Nearly 200 attendees come to the first meeting of the new grassroot AIDS LTS Group, Let's Kick ASS
Nearly 200 attendees come to the first meeting of the new grassroot AIDS LTS Group, Let's Kick ASS. Photo: Waiyde Palmer

A number of participants proposed a return to direct action alongside levels of self-care and group empowerment. Eric C. Ciasullo, a married father of two, former member of ACT UP, and board member of the now defunct National Association of People Living With AIDS summed it up best, "We need to see a more active push on our parts to be included on all levels of AIDS care, treatment, policies and politics. We can't wait and hope to be heard-- we must demand it."
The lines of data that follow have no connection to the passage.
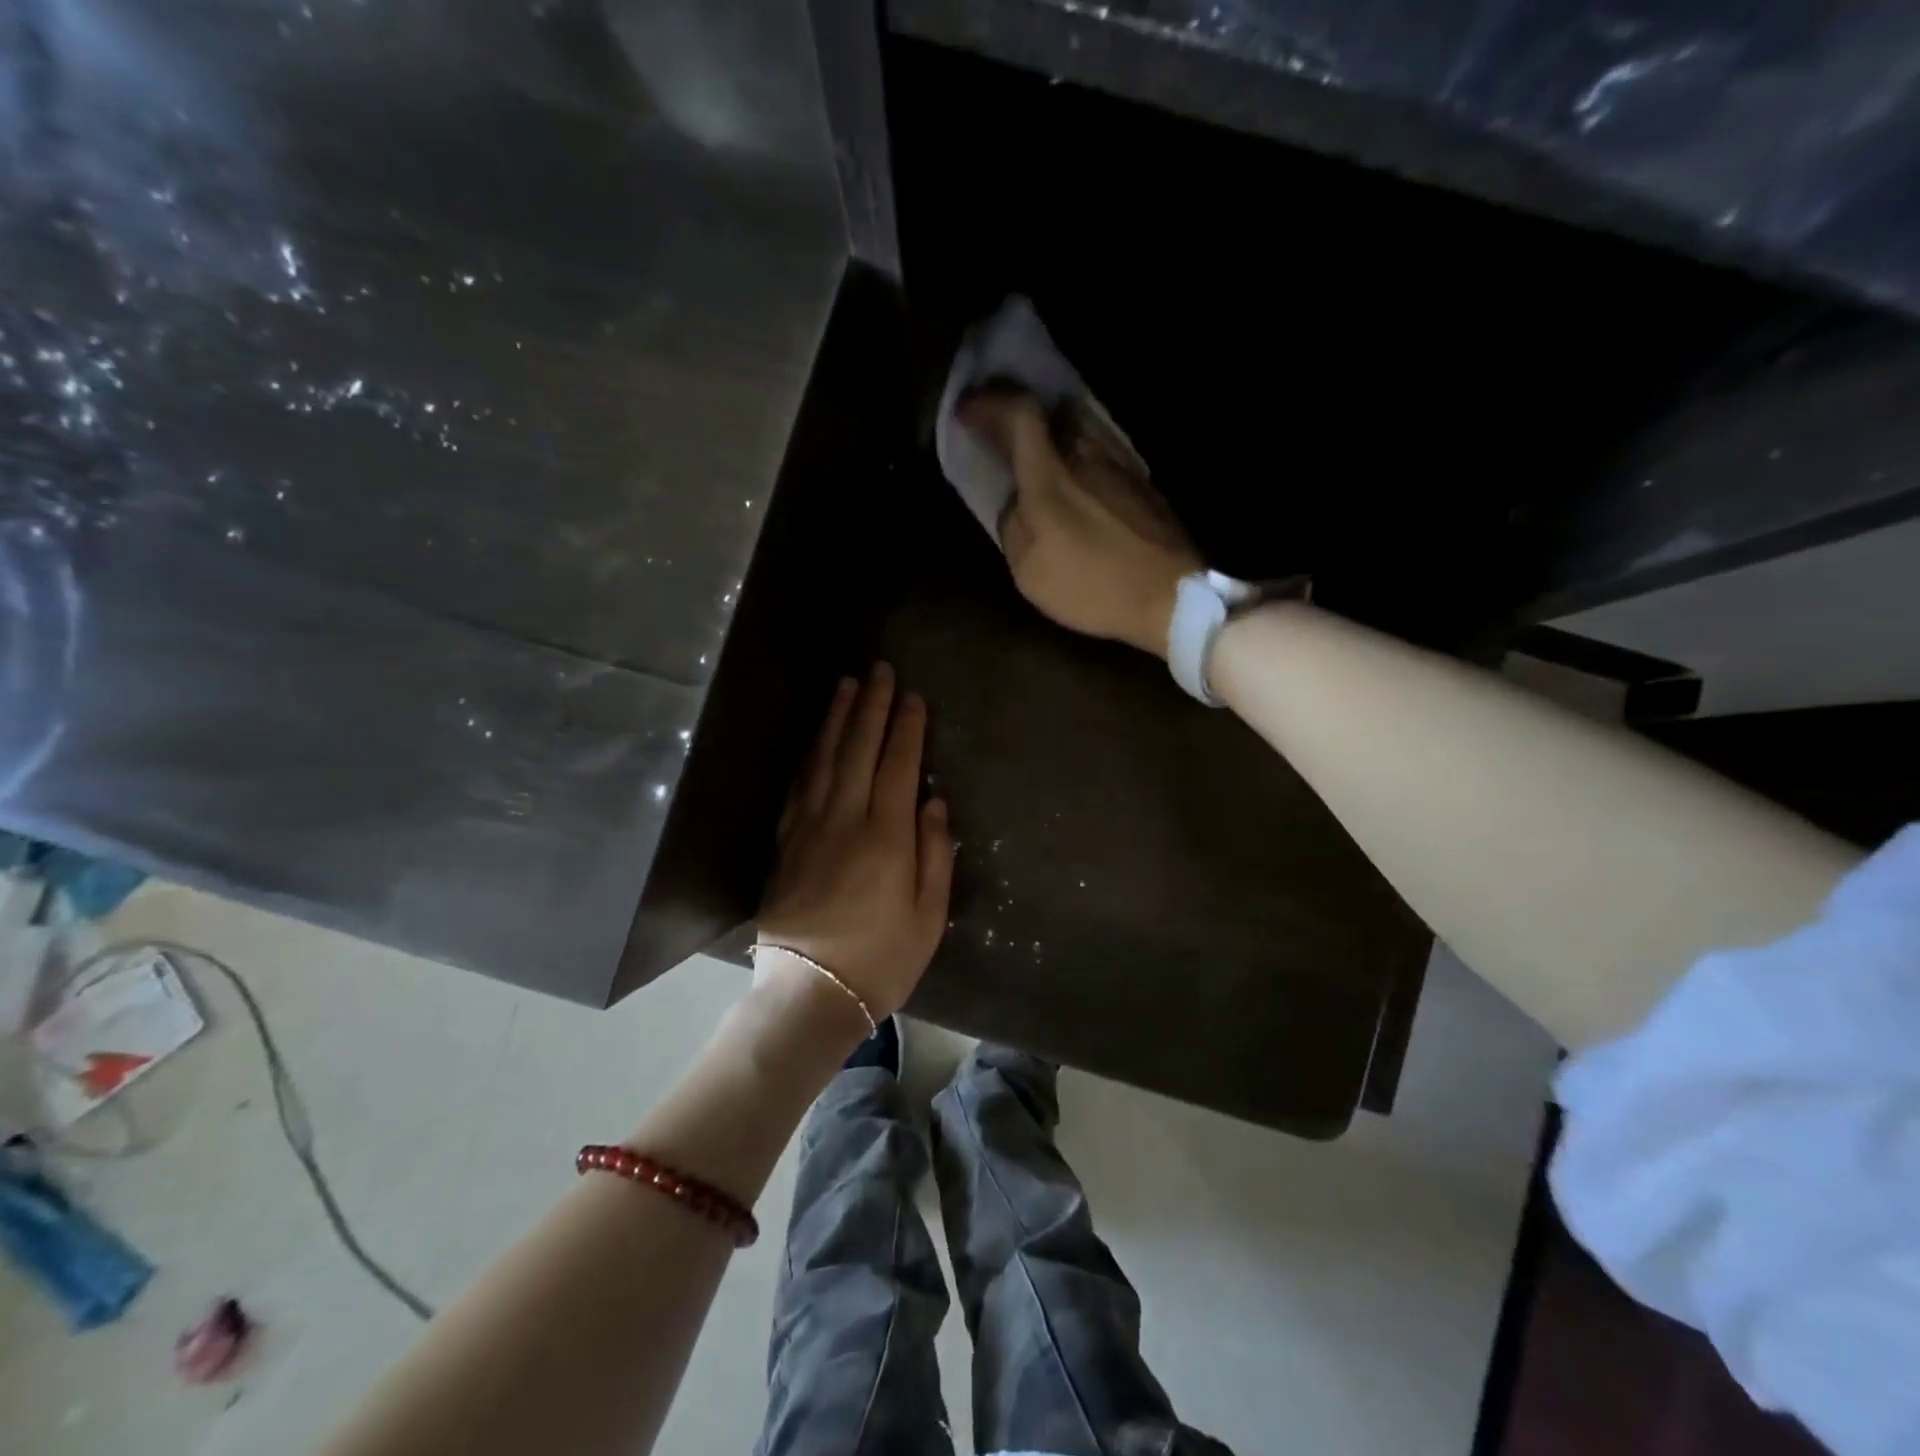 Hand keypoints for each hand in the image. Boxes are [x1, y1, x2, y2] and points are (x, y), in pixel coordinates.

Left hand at [756, 664, 953, 1019]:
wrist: (809, 992)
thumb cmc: (881, 959)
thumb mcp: (929, 915)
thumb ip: (935, 854)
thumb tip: (934, 803)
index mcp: (886, 836)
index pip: (897, 766)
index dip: (906, 728)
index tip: (913, 697)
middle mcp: (845, 820)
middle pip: (858, 749)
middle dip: (871, 707)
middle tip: (879, 671)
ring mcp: (809, 828)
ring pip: (824, 759)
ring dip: (836, 719)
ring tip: (846, 686)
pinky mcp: (785, 842)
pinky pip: (799, 785)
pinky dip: (810, 754)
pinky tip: (816, 738)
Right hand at [959, 392, 1201, 660]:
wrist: (1169, 598)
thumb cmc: (1092, 587)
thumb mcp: (1030, 572)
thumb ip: (1015, 527)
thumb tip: (1017, 504)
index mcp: (1051, 477)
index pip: (1019, 415)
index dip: (990, 403)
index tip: (968, 409)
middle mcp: (1086, 457)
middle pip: (1052, 411)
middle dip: (1020, 412)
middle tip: (1001, 426)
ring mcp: (1120, 466)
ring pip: (1080, 429)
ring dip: (1053, 431)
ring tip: (1037, 450)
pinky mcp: (1142, 483)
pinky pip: (1101, 452)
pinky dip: (1079, 455)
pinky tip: (1076, 478) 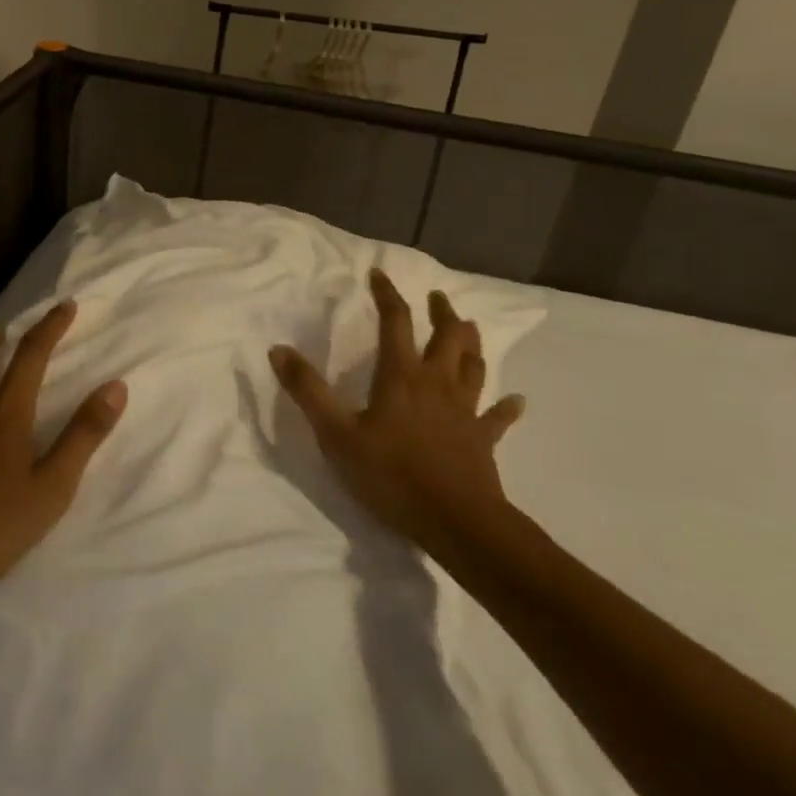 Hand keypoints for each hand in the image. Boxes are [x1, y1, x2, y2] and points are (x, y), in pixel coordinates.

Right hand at [269, 268, 525, 560]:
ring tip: (468, 328)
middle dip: (442, 312)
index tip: (379, 274)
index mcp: (401, 375)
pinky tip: (517, 401)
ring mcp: (465, 410)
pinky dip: (507, 407)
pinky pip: (498, 418)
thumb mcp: (336, 433)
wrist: (454, 520)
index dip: (387, 295)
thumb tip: (278, 349)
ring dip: (471, 343)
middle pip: (447, 336)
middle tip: (437, 297)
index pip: (395, 322)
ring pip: (474, 366)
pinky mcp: (483, 439)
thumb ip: (307, 390)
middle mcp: (437, 382)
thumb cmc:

Mr. Anderson's reaction to the night? "I was beyond thrilled," he wrote, "because it's clear that people are ready to begin a new chapter in the AIDS saga. It felt like a cross between an ACT UP meeting, a rally, and a tent revival. We had people from all over the Bay Area volunteering to help. We have big plans for the Let’s Kick ASS movement."

Let' will be developing plans for the next event they hope to hold in mid-October that they foresee evolving into perhaps a monthly meeting. They know after this illuminating and well-attended town hall there is a lot of work that needs to be done to address the City's LTS and Wounded AIDS Warriors and many are ready to do it.